TRY IT
As you print the data below, keep every line exactly as it is and leave the images behind.

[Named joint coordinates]

━━━━━━

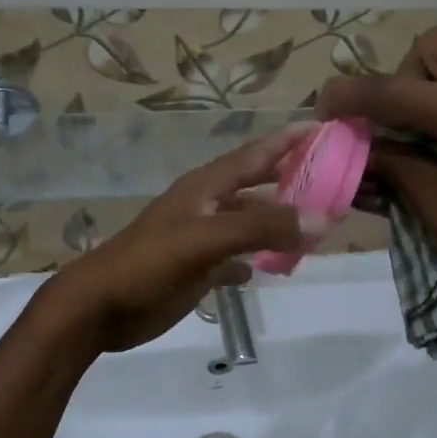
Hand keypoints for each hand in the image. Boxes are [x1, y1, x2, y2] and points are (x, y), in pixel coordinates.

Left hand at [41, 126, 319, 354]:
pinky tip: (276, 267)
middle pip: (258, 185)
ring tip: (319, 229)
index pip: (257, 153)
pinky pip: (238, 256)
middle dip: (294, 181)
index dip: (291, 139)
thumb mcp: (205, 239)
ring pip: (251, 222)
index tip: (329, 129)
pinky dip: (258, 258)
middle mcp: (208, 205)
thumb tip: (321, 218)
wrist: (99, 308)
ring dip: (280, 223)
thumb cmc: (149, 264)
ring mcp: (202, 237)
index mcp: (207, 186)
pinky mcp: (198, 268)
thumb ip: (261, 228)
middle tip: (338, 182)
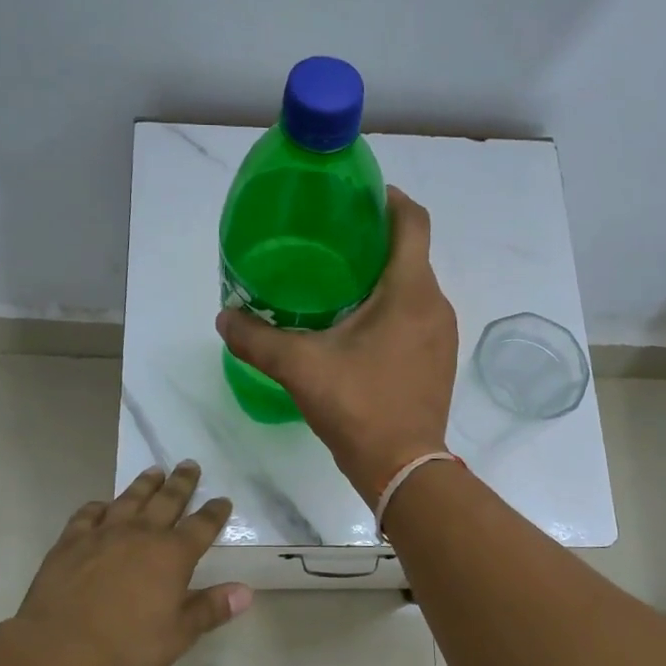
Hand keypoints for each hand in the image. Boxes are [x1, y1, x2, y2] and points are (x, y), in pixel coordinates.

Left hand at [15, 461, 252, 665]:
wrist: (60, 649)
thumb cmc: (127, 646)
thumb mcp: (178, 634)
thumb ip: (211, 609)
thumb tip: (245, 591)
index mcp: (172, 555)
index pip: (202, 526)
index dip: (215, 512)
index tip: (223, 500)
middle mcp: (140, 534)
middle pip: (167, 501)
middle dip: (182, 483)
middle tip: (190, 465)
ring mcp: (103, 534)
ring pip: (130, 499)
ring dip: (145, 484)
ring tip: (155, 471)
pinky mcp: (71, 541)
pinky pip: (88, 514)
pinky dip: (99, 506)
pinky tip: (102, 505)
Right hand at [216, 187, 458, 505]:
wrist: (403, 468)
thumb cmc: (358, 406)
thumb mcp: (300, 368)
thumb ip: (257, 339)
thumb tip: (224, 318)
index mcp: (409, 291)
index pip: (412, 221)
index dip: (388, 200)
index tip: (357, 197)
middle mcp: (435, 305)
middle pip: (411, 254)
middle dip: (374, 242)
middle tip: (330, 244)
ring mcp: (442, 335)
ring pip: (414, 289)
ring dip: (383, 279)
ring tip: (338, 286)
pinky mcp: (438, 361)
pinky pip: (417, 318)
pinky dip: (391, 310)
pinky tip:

━━━━━━

SOLUTION TO THE EXERCISE
Hand keypoints for each hand in the image. Boxes are [x1, y1, x2, y2] and points are (x, y), in pixel coordinates.

Left hand at [41, 126, 319, 354]:
pinky tip: (276, 267)
middle pip: (258, 185)
ring tip: (319, 229)
index pip: (257, 153)
pinky pip: (238, 256)
middle dip: (294, 181)
index dip: (291, 139)
thumb mcp: (205, 239)
ring pip: (251, 222)
index tip: (329, 129)
pinky dip: (258, 258)
middle mcp: (208, 205)
thumb tip: (321, 218)
wrist: (99, 308)
ring dip: (280, 223)
thumb cmc: (149, 264)
ring mcp: (202, 237)
index mcp: (207, 186)
pinky mcp: (198, 268)
thumb ip: (261, 228)
middle tip: (338, 182)
Hand keypoints for each hand in the image. Boxes are [x1, y1, x2, y2] and points are (x, y), in pixel coordinates.

Left hand at [15, 461, 252, 665]:
wrist: (60, 649)
thumb cmc: (127, 646)
thumb mcp: (178, 634)
thumb ip: (211, 609)
thumb tip: (245, 591)
index mcp: (172, 555)
index pip: (202, 526)
index dip: (215, 512)
index tip: (223, 500)
middle mcp: (140, 534)
middle pip: (167, 501)
middle dip: (182, 483)
middle tip: (190, 465)
ring mcp: (103, 534)
ring pip: (130, 499)
ring dip: (145, 484)
ring tip: (155, 471)
pinky mcp: (71, 541)
pinky pip: (88, 514)
pinky dip: (99, 506)
pinky tip: (102, 505)
Right hand at [216, 187, 458, 505]:
wrist: (403, 468)
thumb cmc: (358, 406)
thumb mcp: (300, 368)
thumb ip: (257, 339)
thumb tip: (224, 318)
index mcp: (409, 291)
index pip: (412, 221)
index dip: (388, 200)
index tip: (357, 197)
middle mcp: (435, 305)
middle pip: (411, 254)
middle dip: (374, 242)
middle tip: (330, 244)
ring mcp: (442, 335)
ring pip: (414, 289)
ring dip: (383, 279)
ring tip: (338, 286)
pinky mcp: (438, 361)
pinky pip: (417, 318)
pinky dip: (391, 310)
pinky tip:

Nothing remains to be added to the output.